┌────────

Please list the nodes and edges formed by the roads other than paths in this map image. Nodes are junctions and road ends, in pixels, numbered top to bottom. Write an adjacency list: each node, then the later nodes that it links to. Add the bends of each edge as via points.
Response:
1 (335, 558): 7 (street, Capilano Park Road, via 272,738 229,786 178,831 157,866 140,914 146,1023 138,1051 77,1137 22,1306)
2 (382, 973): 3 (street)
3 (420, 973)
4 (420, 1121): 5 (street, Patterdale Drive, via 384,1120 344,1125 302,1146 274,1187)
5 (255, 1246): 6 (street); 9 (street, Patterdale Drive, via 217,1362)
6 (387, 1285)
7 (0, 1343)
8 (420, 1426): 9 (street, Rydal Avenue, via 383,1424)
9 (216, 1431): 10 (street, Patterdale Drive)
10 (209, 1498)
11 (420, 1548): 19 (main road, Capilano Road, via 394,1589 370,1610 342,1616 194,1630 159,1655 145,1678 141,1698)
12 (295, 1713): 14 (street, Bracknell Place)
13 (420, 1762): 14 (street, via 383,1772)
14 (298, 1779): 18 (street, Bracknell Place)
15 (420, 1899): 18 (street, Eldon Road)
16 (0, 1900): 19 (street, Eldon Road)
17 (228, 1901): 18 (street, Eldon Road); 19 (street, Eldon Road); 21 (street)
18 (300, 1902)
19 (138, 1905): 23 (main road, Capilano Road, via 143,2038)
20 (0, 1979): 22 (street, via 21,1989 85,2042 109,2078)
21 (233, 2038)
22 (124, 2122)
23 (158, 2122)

└────────

Task statement - Output the complete set of records word for word.

Task answer -
Please list the nodes and edges formed by the roads other than paths in this map image. Nodes are junctions and road ends, in pixels, numbered top to bottom. Write an adjacency list: each node, then the later nodes that it links to. Add the bends of each edge as via points.
Response:
1 (335, 558): 7 (street, Capilano Park Road, via 272,738 229,786 178,831 157,866 140,914 146,1023 138,1051 77,1137 22,1306)
2 (382, 973): 3 (street)
3 (420, 973)
4 (420, 1121): 5 (street, Patterdale Drive, via 384,1120 344,1125 302,1146 274,1187)
5 (255, 1246): 6 (street); 9 (street, Patterdale Drive, via 217,1362)
6 (387, 1285)
7 (0, 1343)
8 (420, 1426): 9 (street, Rydal Avenue, via 383,1424)
9 (216, 1431): 10 (street, Patterdale Drive)
10 (209, 1498)
11 (420, 1548): 19 (main road, Capilano Road, via 394,1589 370,1610 342,1616 194,1630 159,1655 145,1678 141,1698)
12 (295, 1713): 14 (street, Bracknell Place)
13 (420, 1762): 14 (street, via 383,1772)
14 (298, 1779): 18 (street, Bracknell Place)
15 (420, 1899): 18 (street, Eldon Road)
16 (0, 1900): 19 (street, Eldon Road)
17 (228, 1901): 18 (street, Eldon Road); 19 (street, Eldon Road); 21 (street)
18 (300, 1902)
19 (138, 1905): 23 (main road, Capilano Road, via 143,2038)
20 (0, 1979): 22 (street, via 21,1989 85,2042 109,2078)
21 (233, 2038)
22 (124, 2122)
23 (158, 2122)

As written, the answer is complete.